October 17, 2018
Kolkata, India
Bam! A gunshot, I thought, sweating as I woke up in the bedroom of my sixth-floor apartment. But no, I reminded myself: it was the fluoxetine again. I take it for my PTSD and one of its more severe side effects is nightmares. Outside, firecrackers snap loudly.
I share my apartment with my mother, but she usually wakes up about an hour after me on holidays. So, I made myself comfortable and picked up my Xbox One controller.

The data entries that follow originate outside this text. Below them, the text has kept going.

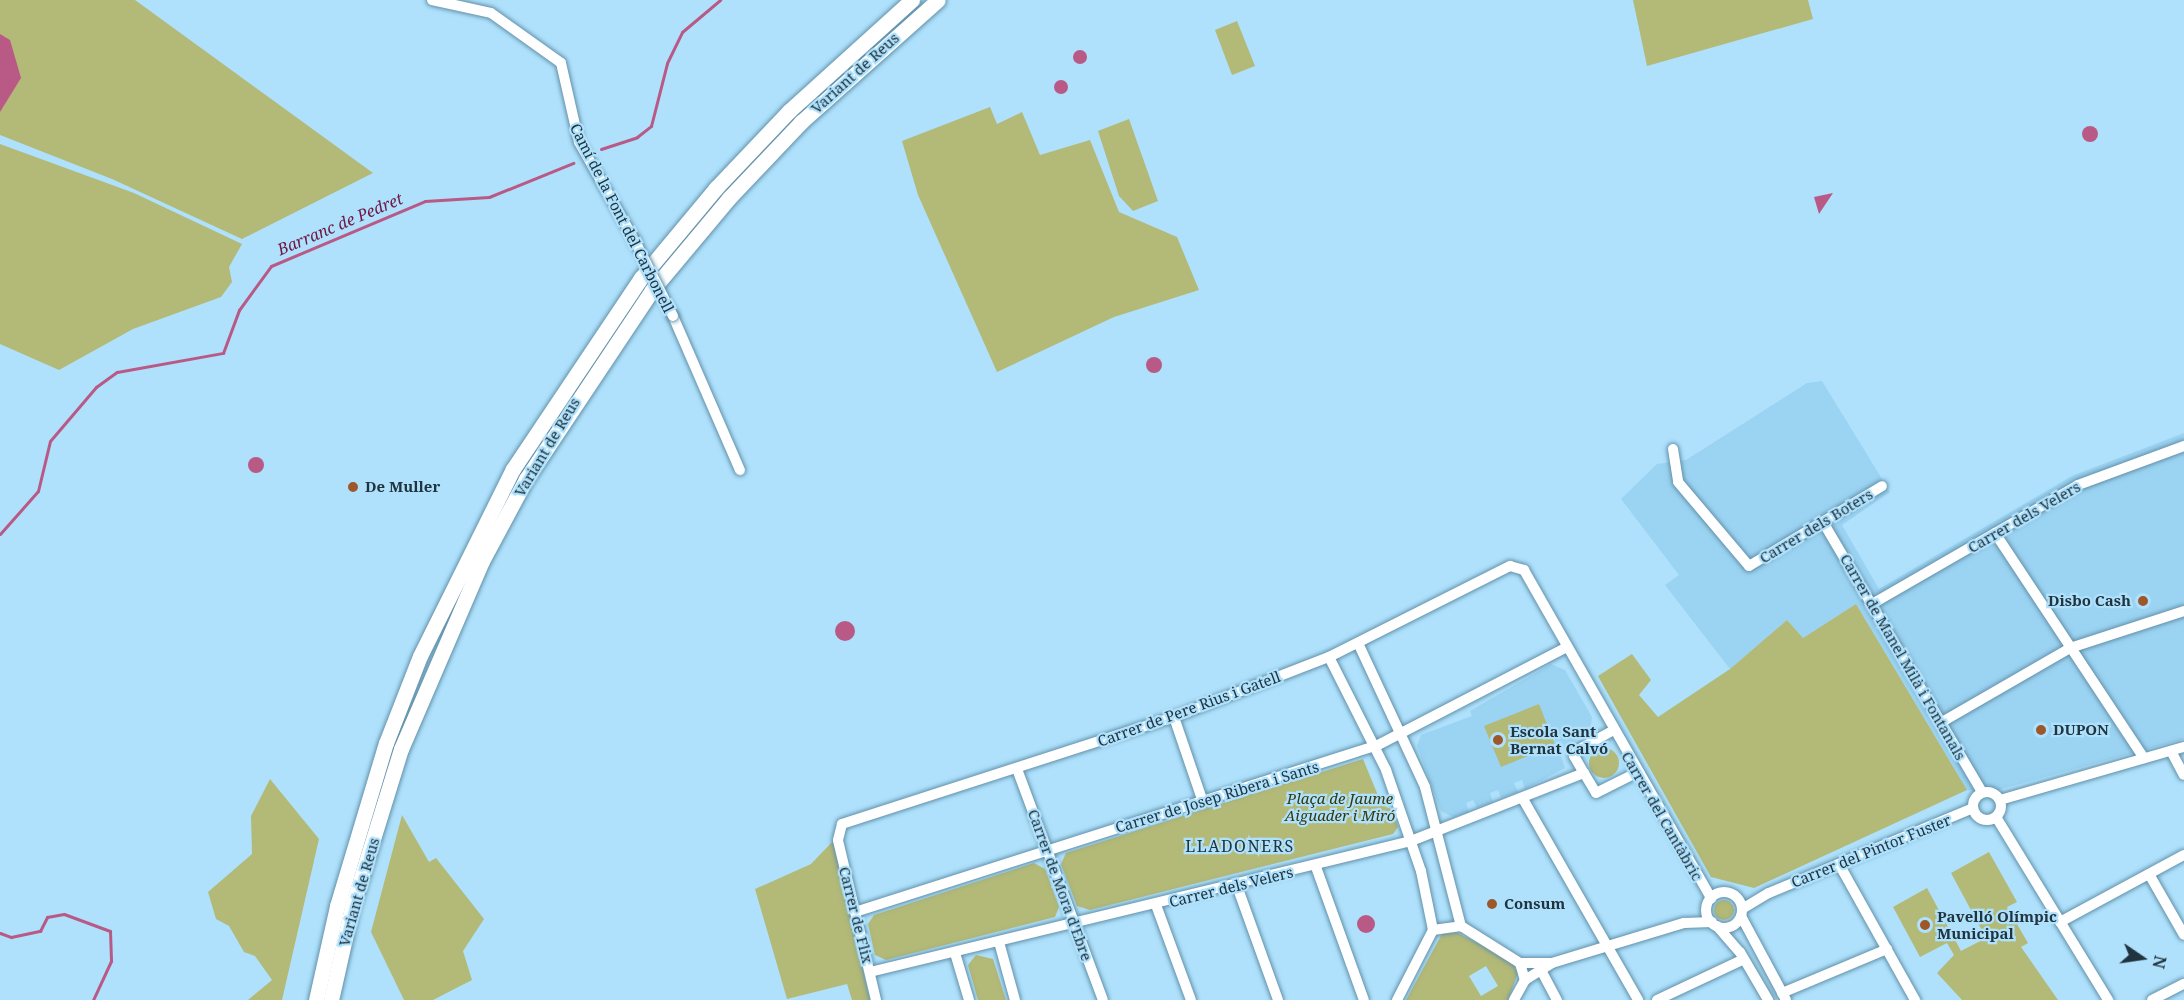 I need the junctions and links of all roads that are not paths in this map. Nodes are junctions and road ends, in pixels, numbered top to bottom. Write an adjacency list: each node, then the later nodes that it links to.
1 (432, 0): 6 (street, Camí de la Font del Carbonell, bridge)
2 (912, 0): 68 (highway, Variant de Reus)
3 (938, 0): 46 (highway, Variant de Reus)
4 (2184, 446): 9 (street, Carrer dels Velers)
5 (1673, 449): 8 (street, Carrer dels Boters)
6 (740, 470)
7 (1882, 486): 8 (street, Carrer dels Boters)
8 (1823, 522): 11 (street, Carrer de Manel Milà i Fontanals)
9 (1995, 533): 11 (street, Carrer dels Velers); 15 (street)
10 (1527, 575): 13 (street, Carrer de Pere Rius i Gatell); 14 (street, Carrer del Cantàbric)
11 (1872, 604): 18 (street, Carrer de Manel Milà i Fontanals)
12 (2184, 611): 15 (street)
13 (1358, 643): 16 (street, Carrer de Pere Rius i Gatell); 20 (street)
14 (1565, 648): 19 (street, Carrer del Cantàbric); 20 (street, Carrer de Josep Ribera i Sants)
15 (2070, 648): 18 (street); 24 (street)
16 (1329, 657): 17 (street, Carrer de Pere Rius i Gatell); 21 (street)
17 (1174, 717): 25 (street, Carrer de Pere Rius i Gatell); 32 (street)
18 (1942, 722): 29 (street, Carrer de Manel Milà i Fontanals)
19 (1612, 731): 26 (street); 27 (street, Carrer del Cantàbric)
20 (1404, 734): 21 (street, Carrer de Josep Ribera i Sants); 36 (street)
21 (1376, 746): 32 (street, Carrer de Josep Ribera i Sants); 37 (street)
22 (2184, 747): 23 (street)
23 (2171, 751): 24 (street); 28 (street)
24 (2144, 758): 31 (street)
25 (1017, 769): 35 (street, Carrer de Pere Rius i Gatell); 38 (street, Carrer de Mora d'Ebre)
26 (1584, 773): 27 (street); 30 (street, Carrer dels Velers)
27 (1636, 773): 44 (street, Carrer del Cantàbric)
28 (2184, 775)
29 (1982, 792): 31 (street); 33 (street)
30 (1523, 799): 36 (street, Carrer dels Velers); 57 (street)
31 (2000, 800): 34 (street)
32 (1203, 802): 38 (street, Carrer de Josep Ribera i Sants)
33 (1973, 808): 34 (street); 40 (street, Carrer del Pintor Fuster)
34 (1996, 817): 49 (street)
35 (838, 830): 48 (street, Carrer de Flix)
36 (1440, 831): 37 (street, Carrer dels Velers); 53 (street)
37 (1411, 841): 41 (street, Carrer dels Velers); 54 (street)
38 (1047, 850): 48 (street, Carrer de Josep Ribera i Sants); 51 (street, Carrer de Mora d'Ebre)
39 (2184, 855): 42 (street)
40 (1839, 864): 47 (street, Carrer del Pintor Fuster); 58 (street)
41 (1316, 867): 43 (street, Carrer dels Velers); 77 (street)
42 (2149, 874): 49 (street); 55 (street)
43 (1238, 886): 45 (street, Carrer dels Velers); 76 (street)
44 (1709, 902): 47 (street); 50 (street); 52 (street, Carrer del Cantàbric)
45 (1156, 905): 51 (street, Carrer dels Velers); 75 (street)
46 (352, 907): 69 (highway, Variant de Reus); 70 (highway)
47 (1740, 908): 52 (street, Carrer del Pintor Fuster); 67 (street)
48 (855, 912): 63 (street, Carrer de Flix)
49 (2060, 922): 85 (street)
50 (1684, 923): 52 (street); 57 (street)
51 (1074, 924): 56 (street, Carrer dels Velers); 74 (street, Carrer de Mora d'Ebre)
52 (1714, 924): 60 (street)
53 (1461, 926): 54 (street); 61 (street)
54 (1433, 930): 78 (street)
55 (2184, 934)
56 (999, 942): 59 (street, Carrer dels Velers); 73 (street)
57 (1606, 946): 62 (street); 81 (street)
58 (1887, 949): 67 (street); 84 (street)
59 (955, 953): 63 (street, Carrer dels Velers); 72 (street)
60 (1744, 959): 82 (street); 83 (street)
61 (1520, 963): 62 (street); 65 (street)
62 (1552, 963): 64 (street)
63 (870, 972): 71 (street, Carrer de Flix)
64 (1542, 972): 65 (street); 80 (street)
65 (1525, 980): 79 (street)
66 (2184, 984): 86 (street)
67 (1784, 997)
68 (316, 1000)
69 (331, 1000)
70 (339, 1000)
71 (876, 1000)
72 (969, 1000)
73 (1015, 1000)
74 (1103, 1000)
75 (1191, 1000)
76 (1278, 1000)
77 (1364, 1000)
78 (1397, 1000)
79 (1514, 1000)
80 (1557, 1000)
81 (1638, 1000)
82 (1657, 1000)
83 (1768, 1000)
84 (1915, 1000)
85 (2108, 1000)
86 (2152, 1000)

The thing I love about video games is that they let me experience life from the perspective of a person whose life is eventful, exciting, ridiculous. I play story-driven role-playing games: Fallout 4, The Witcher 3, Horizon: Zero Dawn, Red Dead Redemption 2, and so forth. For the next hour-and-a-half, I pitted creature against terrifying creature, my trusty blade in hand, a handful of physics-bending spells at the ready. I was the seasoned monster-hunter-turned-concerned-godfather, Geralt of Rivia. By the time I finished, my mother had woken up and was fully dressed for our routine walk in the park. This was my psychiatrist’s doing. She recently suggested that I take regular morning walks. I told her I hate it, so she told me she hates me but still puts up with me because life isn’t fair. I don’t know, maybe she is a bit wrong in the head. She’s a good therapist, though.

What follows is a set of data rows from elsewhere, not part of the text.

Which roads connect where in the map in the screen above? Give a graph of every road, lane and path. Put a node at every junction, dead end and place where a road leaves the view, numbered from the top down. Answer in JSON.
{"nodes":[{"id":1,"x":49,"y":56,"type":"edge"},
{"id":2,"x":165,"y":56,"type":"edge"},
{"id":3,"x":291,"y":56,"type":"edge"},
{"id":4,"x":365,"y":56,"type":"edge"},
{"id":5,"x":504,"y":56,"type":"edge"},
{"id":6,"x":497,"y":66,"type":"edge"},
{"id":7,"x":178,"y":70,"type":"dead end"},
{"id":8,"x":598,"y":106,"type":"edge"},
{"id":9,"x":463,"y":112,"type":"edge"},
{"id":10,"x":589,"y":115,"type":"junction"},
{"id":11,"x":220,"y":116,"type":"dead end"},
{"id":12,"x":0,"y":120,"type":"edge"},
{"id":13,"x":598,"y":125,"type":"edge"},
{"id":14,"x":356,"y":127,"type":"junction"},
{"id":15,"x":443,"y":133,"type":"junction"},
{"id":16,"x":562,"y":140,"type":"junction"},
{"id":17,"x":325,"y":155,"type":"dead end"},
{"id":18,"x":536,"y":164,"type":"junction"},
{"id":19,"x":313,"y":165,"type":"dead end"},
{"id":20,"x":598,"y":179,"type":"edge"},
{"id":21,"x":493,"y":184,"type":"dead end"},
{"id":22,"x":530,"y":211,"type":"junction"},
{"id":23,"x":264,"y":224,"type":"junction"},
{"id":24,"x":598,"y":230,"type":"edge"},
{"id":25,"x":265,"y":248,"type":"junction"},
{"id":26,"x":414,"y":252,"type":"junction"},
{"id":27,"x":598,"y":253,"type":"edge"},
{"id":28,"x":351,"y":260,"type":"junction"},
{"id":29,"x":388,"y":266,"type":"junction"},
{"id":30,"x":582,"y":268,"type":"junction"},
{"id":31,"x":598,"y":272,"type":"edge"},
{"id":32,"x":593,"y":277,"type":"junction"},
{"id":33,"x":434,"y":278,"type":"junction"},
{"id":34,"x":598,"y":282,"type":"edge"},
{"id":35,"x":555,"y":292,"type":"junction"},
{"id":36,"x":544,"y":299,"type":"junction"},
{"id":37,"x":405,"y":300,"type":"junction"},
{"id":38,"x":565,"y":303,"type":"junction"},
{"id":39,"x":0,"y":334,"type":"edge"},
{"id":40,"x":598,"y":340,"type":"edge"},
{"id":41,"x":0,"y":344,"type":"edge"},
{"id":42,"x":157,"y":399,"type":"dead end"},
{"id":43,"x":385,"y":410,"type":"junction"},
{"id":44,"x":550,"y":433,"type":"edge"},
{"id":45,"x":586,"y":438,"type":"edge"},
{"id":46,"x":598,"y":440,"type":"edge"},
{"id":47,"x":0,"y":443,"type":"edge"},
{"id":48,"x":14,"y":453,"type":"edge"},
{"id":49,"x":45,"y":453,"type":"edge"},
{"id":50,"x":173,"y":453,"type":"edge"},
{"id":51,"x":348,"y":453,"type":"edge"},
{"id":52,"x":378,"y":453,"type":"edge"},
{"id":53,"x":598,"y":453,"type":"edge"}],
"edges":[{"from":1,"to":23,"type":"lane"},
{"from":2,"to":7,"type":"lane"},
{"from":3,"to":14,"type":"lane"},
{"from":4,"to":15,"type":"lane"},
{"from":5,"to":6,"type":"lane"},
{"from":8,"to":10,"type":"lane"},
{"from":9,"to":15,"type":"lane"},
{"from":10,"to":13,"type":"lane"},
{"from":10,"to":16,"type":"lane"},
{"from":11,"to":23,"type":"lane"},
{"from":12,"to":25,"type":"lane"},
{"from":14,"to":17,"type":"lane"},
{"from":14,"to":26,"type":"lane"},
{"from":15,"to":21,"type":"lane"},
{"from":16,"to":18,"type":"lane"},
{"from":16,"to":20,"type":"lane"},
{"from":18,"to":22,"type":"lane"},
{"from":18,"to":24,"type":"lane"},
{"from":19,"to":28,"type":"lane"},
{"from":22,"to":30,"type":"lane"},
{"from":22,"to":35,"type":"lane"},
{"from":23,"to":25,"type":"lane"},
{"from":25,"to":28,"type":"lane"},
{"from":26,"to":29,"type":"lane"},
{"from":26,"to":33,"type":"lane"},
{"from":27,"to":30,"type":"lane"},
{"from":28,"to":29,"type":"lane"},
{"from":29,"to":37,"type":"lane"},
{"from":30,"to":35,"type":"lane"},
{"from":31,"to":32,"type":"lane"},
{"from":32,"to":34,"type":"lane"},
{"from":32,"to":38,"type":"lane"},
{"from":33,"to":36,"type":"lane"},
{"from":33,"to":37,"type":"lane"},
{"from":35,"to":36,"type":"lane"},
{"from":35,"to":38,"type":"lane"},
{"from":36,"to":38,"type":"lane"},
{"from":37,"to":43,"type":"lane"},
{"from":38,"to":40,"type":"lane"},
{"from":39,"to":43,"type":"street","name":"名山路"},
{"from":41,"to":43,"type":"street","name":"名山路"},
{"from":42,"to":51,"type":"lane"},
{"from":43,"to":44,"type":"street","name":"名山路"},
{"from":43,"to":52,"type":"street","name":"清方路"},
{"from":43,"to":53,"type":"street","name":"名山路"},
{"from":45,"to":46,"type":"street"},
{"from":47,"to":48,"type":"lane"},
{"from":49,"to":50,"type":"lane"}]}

This part of Kolkata, aptly named the New Town, is mostly under construction. There isn’t much green space. That’s why we headed to the lovely new government-funded ecological park not far away from the apartment. It’s also under construction, but large swaths of it have been finished. It’s 480 acres, divided into several zones, from bonsai gardens and urban forests to an amusement park with its own amphitheater. We mostly stuck to the area near the gates, an open lounge with cafes, benches and exotic plants.
At about 10:00 in the morning, I took a shower and readied myself to get some work done. Although I live in India, I’m forced to align my schedule to the Central or Eastern Time Zones of the United States, because many of my clients are there. I usually end up working from evening to midnight, hunting for gigs on forums and job boards and sending periodic reminders to existing clients: more freelancing than writing. Today, though, involved a lot of writing. I was proofing and editing 10,000 words of a manuscript on ornithology, and the client was a bit of a perfectionist. I wasn’t done by early evening, but it was the third day of Durga Puja, and ma was going to make me go pandal-hopping one way or another.
In these parts of India, Durga Puja is kind of a big deal. Each year in October-November, the folks here dedicate four days to the worship of the Hindu Goddess Parvati, wife of Lord Shiva. The most remarkable feature of this occasion is the pandals, exquisitely designed makeshift temples of straw, wood and bamboo that often convey a specific theme or social issue like poverty, global warming or the evils of the erstwhile caste system. Each district in town builds their own pandal, and it becomes kind of a contest between the districts. The local media hands out prize money to the best pandals in the city.
Instead of skipping from one pandal to another like most people do, we decided to focus on just one. The streets near the pandal were overflowing with crowds. The mics blared announcement about sales and lotteries and people gone missing in the massive tide of humanity. At the Tridhara Sammilani Durga Puja, this year’s theme seemed to be early-era cottage industries: products made out of jute, clay or other natural substances, and the need for their revival as a means of revitalizing the economy. As we made our way through the long cue, however, my heart began to pound. I hate cramped spaces.
Suddenly, my chest felt congested. The light was too bright. I thought, incongruously, of my father’s heart attack in a railroad station. I struggled to breathe and calm down; if I were to have a panic attack here, I’d be completely exposed in the middle of a large crowd.
As we made our way through the human anthill, the feelings faded. Chandeliers and electric lamps looked warm golden-yellow again. I smiled a little. Wherever I looked, I saw exquisitely hand-carved constructions of jute and canewood. Before long, we were standing in front of a spectacular seven-foot-tall idol made almost entirely of jute and clay.
After a while, we made our way through to the attached fair. Hawkers and peddlers here were selling trinkets of all sorts, mostly related to the city’s homemade cottage industry. There was a variety of masks, statuettes, even some furniture. And then there was the delicious ethno-western street food. The Calcutta Biryani was probably the most popular, followed by the city’s famous street noodles and egg rolls. For dessert, we had this wonderful kheer that an old lady, in her little shop by the pandal, had cooked all by herself.
By the time we returned home at midnight, I had a full belly, a sweat-stained silk shirt, and a mind that was disturbed, but not quite unhinged. Bed, that night, looked really warm.